Mazon hosts annual gala in D.C. ahead of Farm Bill vote

Group honors politicians, Jewish leaders for dedication to combating food insecurity

In the U.S, 44 million people don’t know if they will have access to breakfast tomorrow morning. 

To recognize several lawmakers helping those who struggle with hunger, some 200 concerned philanthropists gathered last Tuesday night at the annual Mazon gala, held at Union Station in Washington, D.C. 

Sen. Debbie Stabenow (D-MI), chair of the Senate Agriculture Committee, and Rep. Jim McGovern (D-MA), ranking member of the House Rules Committee and co-chair of the House Hunger Caucus, were honored at the event, which was called “Hunger Bites,” for their longtime commitment to end hunger and strengthen America’s nutrition safety net.

This year’s was Mazon’s first in Washington and it took place just days before the House Agriculture Committee voted on a divisive Farm Bill proposal, which authorizes federal nutrition programs like the Supplemental Nutrition Assistance Program, better known by its acronym SNAP. Abby Leibman, the national anti-hunger nonprofit’s president and CEO, called the decision to host the event in D.C. “a choice to honor the policymakers who are the true champions for those who struggle with hunger.” 

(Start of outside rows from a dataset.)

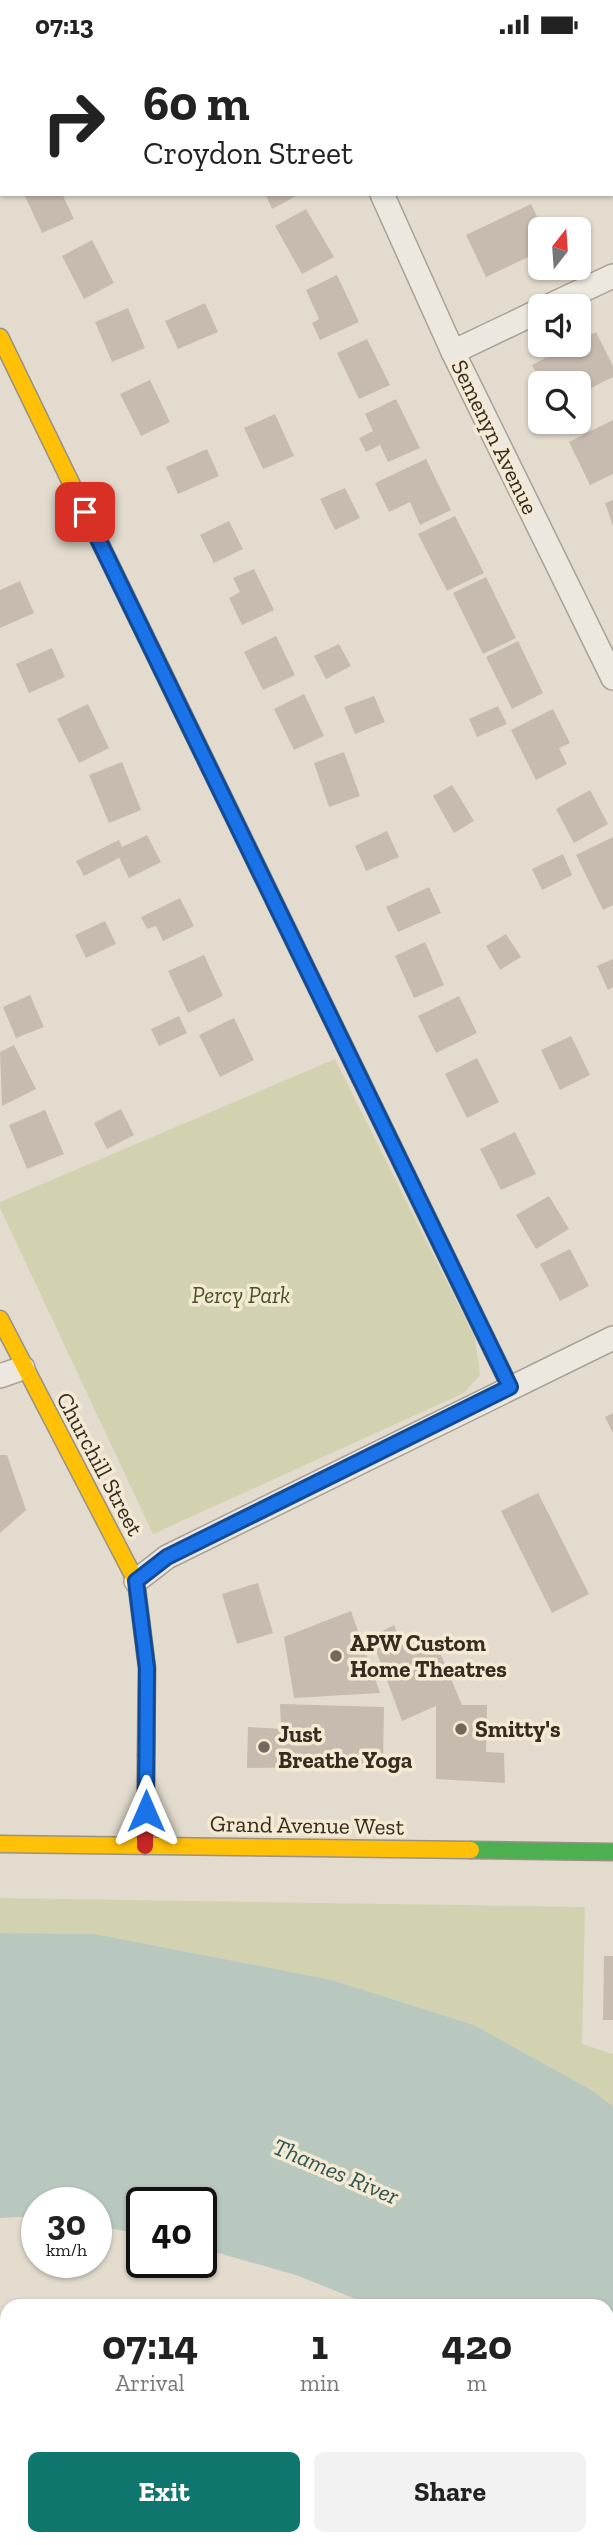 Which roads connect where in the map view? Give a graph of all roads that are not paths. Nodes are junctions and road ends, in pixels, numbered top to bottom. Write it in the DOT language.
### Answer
graph roads {
  1 [pos="383,196"];
  2 [pos="613,276"];
  3 [pos="575,294"];
  4 [pos="528,316"];
  5 [pos="0,338"];
  6 [pos="453,352"];
  7 [pos="613,678"];
  8 [pos="0,1319"];
  9 [pos="613,1338"];
  10 [pos="23,1368"];
  11 [pos="0,1376"];
  12 [pos="510,1387"];
  13 [pos="136,1581"];
  14 [pos="0,1844"];
  15 [pos="145,1846"];
  16 [pos="613,1852"];
  1 -- 6 [label="street, Semenyn Avenue"];
  2 -- 3 [label="street"];
  4 -- 6 [label="street"];
  5 -- 12 [label="street"];
  6 -- 7 [label="street, Semenyn Avenue"];
  8 -- 10 [label="street, Churchill Street"];
  9 -- 12 [label="street"];
  10 -- 11 [label="street"];
  10 -- 13 [label="street, Churchill Street"];
  12 -- 13 [label="street"];
  13 -- 15 [label="street, Churchill Street"];
  14 -- 15 [label="street, Grand Avenue West"];
  15 -- 16 [label="street, Grand Avenue West"];
}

“The week we did this turned out to be the biggest focal point for anti-hunger policy in the country,” Leibman told eJewishPhilanthropy, pointing to the Farm Bill. “It’s a moment of great focus on our work so [hosting the event in DC] made great sense to us.” (On Thursday night, the House of Representatives Agriculture Committee passed its version of a $1.5 trillion farm spending bill, which shrinks funding for SNAP, with just four Democratic votes.) 

Also honored at Hunger Bites were Josh Protas, the group’s former vice president of public policy who is now chief advocacy and policy officer at Meals on Wheels America, and Rabbi Joel Pitkowsky, a Mazon board chair who leads Congregation Beth Shalom in Teaneck, N.J. 

Protas, whose work focuses primarily on food insecurity among military families, said at the event, “food is foundational to who we are as people.” 

He told the story of his grandmother, who immigrated to the U.S. from Poland at a young age after her father was killed in a pogrom. “She was full of stories,” Protas said, recalling her first bite of food after arriving at Ellis Island. “It was a chance to move past tragedies… for her that bite meant the world…what we fight for, food, is just that.”